Die BAGSO – Bundesarbeitsgemeinschaft der Seniorenorganisationen und der Betreuungsgerichtstag (BGT) fordern, dass der Einsatz von freiheitsentziehenden Maßnahmen in der häuslichen Pflege mit höheren Hürden als bisher verbunden sein muss. Sie appellieren an den Gesetzgeber, den Schutz von Pflegebedürftigen vor dem Einsatz freiheitsentziehender Maßnahmen zu Hause zu stärken. Auf keinen Fall dürfen Bettgitter und Fixiersysteme zur „Erleichterung der Pflege“ eingesetzt werden. Unter dieser Überschrift werden die Hilfsmittel derzeit im Katalog des GKV-Spitzenverbandes geführt. Die BAGSO und der BGT fordern dringend, die sachlich falsche und unangemessene Verbindung von Bettgittern und Fixiersystemen zur „Erleichterung der Pflege“ aufzuheben.

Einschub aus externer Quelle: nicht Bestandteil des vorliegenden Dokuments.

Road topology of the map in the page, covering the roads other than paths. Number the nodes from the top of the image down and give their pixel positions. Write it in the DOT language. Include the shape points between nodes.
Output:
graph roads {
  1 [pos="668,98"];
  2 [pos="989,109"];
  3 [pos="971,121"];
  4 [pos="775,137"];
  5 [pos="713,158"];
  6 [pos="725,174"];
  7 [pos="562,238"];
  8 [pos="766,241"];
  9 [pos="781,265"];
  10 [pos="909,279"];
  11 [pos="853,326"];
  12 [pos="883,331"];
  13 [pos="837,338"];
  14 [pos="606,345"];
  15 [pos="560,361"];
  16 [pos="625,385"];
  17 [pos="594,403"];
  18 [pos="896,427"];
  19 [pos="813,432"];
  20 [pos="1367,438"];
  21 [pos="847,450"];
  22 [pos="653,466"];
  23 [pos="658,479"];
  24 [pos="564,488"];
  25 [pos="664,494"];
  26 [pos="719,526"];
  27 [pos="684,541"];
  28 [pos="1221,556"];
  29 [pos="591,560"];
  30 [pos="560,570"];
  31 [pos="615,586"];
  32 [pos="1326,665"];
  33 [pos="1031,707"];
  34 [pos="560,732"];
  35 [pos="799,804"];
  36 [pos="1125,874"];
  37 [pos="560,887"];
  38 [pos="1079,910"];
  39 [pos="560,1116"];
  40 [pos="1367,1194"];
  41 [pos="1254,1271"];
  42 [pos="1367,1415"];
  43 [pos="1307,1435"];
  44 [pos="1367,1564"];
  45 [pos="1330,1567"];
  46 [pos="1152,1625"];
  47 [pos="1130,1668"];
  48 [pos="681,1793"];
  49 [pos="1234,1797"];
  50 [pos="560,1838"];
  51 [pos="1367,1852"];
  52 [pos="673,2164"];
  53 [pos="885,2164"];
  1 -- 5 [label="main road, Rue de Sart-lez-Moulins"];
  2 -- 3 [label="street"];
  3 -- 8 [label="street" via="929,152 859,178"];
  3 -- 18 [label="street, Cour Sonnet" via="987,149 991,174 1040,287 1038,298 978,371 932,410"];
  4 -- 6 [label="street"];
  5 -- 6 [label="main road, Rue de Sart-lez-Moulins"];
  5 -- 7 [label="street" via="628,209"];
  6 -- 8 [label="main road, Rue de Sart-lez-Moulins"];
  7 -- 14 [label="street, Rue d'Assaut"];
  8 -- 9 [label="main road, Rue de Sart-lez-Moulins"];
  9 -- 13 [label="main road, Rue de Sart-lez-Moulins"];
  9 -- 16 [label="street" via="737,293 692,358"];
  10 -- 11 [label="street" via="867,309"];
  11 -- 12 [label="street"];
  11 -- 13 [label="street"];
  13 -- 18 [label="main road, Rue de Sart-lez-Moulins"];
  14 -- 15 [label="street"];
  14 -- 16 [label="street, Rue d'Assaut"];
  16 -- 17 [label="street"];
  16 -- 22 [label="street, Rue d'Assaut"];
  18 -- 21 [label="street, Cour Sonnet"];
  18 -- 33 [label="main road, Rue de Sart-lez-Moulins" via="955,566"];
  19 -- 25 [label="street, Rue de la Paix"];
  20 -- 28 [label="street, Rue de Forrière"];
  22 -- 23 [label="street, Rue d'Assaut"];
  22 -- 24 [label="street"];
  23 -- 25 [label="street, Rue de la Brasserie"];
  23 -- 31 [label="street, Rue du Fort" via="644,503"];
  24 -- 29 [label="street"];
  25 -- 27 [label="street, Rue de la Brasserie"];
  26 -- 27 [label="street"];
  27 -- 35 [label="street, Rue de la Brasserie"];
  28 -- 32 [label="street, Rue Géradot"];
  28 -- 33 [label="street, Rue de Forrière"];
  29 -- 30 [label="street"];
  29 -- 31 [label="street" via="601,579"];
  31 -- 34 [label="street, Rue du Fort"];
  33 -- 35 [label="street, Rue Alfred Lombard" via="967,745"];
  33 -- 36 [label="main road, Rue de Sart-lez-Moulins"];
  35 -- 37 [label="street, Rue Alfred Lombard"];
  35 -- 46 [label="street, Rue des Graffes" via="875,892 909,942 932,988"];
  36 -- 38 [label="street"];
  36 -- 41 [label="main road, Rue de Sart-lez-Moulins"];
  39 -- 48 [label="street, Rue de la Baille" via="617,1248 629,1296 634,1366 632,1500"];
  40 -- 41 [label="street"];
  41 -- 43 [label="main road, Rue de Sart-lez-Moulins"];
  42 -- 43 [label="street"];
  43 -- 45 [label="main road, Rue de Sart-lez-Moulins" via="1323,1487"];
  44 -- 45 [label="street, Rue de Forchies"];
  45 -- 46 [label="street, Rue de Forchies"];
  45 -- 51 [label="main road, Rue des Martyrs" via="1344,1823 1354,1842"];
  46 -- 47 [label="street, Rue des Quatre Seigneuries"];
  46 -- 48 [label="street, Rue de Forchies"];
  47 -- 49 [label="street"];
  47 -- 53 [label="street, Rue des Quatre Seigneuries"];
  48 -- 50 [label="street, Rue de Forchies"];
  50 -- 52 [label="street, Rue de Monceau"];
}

 Freiheitsentziehende Maßnahmen in der Pflege sind immer ein starker Eingriff in die Menschenrechte von Schutzbedürftigen. Deshalb dürfen sie in stationären Einrichtungen nur mit gerichtlicher Genehmigung eingesetzt werden (§ 1906 Abs. 4 BGB). Dies gilt bislang jedoch nicht für die häusliche Pflege. Fixiersysteme und Bettgitter sind frei verkäuflich und auf Anordnung des Arztes werden sie von den Krankenkassen ohne weitere Auflagen bezahlt. Insbesondere der Einsatz von Fixiersystemen, bei denen die Bewegung von Armen, Beinen und Kopf mit Gurten unterbunden werden kann, ist zudem mit einer hohen Verletzungsgefahr verbunden. Er bedarf daher der ständigen Aufsicht durch geschultes Personal. Dies kann in der häuslichen Pflege in der Regel nicht sichergestellt werden. Die BAGSO und der BGT fordern deshalb eine Regelung, die für Fixierungen in der häuslichen Pflege klare Anforderungen stellt und einen Erwerb dieser Hilfsmittel ohne Rezept ausschließt.

Meine Meinung dazu:

Dass freiheitsentziehende Maßnahmen der richterlichen Anordnung bedürfen, habe ich gewusst. Nicht gewusst habe ich, dass solche „Hilfsmittel“ im Verkauf angeboten und sogar von den Krankenkassen bezahlt werden. Insofern unterstütze ich den Protest der bagso gegen diese Regelung.